For developing countries, the positive aspects of migration and brain drain include improved quality of life through better employment opportunities which also allows migrants to remit part of their earnings to their countries of origin. Additionally, they are able to further develop their skills, therefore improving their expertise and, where applicable, their children gain access to better education opportunities. The first of many negative aspects is that families become separated in this process and also developing countries lose skilled labor which is essential for their development and, as a result of the working-age population moving away, the size of the workforce in developing countries is reduced. When it comes to developed countries, this phenomenon helps to reduce gaps in the labor market as potential employees tend to offer more flexibility, and the populations in the host country gain the opportunity to learn about other cultures and religions. However, in terms of the negative impacts, people associated with migration and brain drain are sometimes affected by racism, discrimination and a lack of opportunities. The result of this is an increased demand for social and housing benefits which may create some challenges for the host communities

Recent research shows that brain drain is not necessarily a loss for the sending country. Brain drain can contribute to the development of the home countries through brain circulation and linkage. Even if the highly-skilled professionals from the developing countries decide not to return from the host countries, they can still contribute to the social and economic development of their home countries. To optimise the benefit, a clear understanding of the high-skilled labour flows involving brain retention, brain gain, brain circulation and brain linkages is needed.
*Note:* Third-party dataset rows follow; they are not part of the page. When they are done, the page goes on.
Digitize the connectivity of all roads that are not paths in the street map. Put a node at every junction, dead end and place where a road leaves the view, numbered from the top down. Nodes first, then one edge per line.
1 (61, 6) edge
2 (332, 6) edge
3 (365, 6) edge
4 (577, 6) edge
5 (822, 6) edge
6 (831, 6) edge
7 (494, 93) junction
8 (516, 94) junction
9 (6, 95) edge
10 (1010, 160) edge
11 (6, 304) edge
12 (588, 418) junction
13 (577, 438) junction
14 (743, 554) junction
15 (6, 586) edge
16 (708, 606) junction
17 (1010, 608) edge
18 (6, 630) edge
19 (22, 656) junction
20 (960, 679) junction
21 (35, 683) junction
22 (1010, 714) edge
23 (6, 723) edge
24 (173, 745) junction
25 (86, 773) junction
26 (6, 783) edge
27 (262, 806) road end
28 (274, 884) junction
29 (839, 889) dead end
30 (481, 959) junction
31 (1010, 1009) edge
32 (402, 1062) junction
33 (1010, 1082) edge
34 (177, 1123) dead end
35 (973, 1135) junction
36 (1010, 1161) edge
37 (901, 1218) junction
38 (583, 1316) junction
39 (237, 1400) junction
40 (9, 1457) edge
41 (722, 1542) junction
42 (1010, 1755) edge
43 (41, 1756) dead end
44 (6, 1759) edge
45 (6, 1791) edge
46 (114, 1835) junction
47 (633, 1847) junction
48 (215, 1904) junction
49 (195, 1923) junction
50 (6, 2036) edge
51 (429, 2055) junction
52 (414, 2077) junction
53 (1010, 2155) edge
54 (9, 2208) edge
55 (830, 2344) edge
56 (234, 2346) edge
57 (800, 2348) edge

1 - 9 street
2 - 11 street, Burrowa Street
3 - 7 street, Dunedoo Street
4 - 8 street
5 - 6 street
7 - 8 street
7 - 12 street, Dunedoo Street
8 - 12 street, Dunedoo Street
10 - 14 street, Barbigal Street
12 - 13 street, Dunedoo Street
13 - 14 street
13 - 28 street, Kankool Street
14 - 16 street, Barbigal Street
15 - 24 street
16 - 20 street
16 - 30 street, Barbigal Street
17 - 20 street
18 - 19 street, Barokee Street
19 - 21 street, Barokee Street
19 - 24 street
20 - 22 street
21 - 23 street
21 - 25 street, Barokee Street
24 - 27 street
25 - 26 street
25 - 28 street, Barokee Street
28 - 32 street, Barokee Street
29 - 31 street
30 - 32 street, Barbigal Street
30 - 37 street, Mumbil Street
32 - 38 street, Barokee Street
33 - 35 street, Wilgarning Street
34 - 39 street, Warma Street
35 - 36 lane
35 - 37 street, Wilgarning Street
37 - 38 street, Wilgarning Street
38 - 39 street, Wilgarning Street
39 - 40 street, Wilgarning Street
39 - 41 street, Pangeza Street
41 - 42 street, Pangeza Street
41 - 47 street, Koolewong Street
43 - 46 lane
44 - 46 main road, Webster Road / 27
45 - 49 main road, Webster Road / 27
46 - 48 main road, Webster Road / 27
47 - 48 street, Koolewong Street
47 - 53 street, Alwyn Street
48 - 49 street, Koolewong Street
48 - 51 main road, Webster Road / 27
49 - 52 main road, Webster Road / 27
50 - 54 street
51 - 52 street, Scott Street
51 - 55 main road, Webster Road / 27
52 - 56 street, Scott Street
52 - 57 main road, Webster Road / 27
In order to stop brain drain, our universities have to play a crucial role. But too often our universities act as mirrors rather than solar panels – taking in the best and the brightest and then bouncing them out again rather than retaining them to add energy and value to the local economy. At a time of debate over whether higher education delivers value, universities must work harder to demonstrate the positive impact they have on their local area.

Universities need to invest more in connecting their students with local businesses, so that students learn more about the opportunities for future employment close to where they have chosen to study. Employability remains a key priority, with our surveys consistently showing that students want their institutions to do more to give them experience of and access to the workplace. By forging broader and deeper links with local employers, universities can kill two birds with one stone – boosting their offer to young people and simultaneously improving their contribution to their local economy by making it more likely that students will stay on after graduation.

There is no denying our country has given wings to our students integrating prudent policies paving the ways for migration. Without knowing and exploring the world, we cannot determine our position and find out our limitations. We expect our students to leave the nest to acquire further knowledge from the best ideas and practices out there. At the same time, we must fix our nests in a way that attracts to come back and serve their homeland.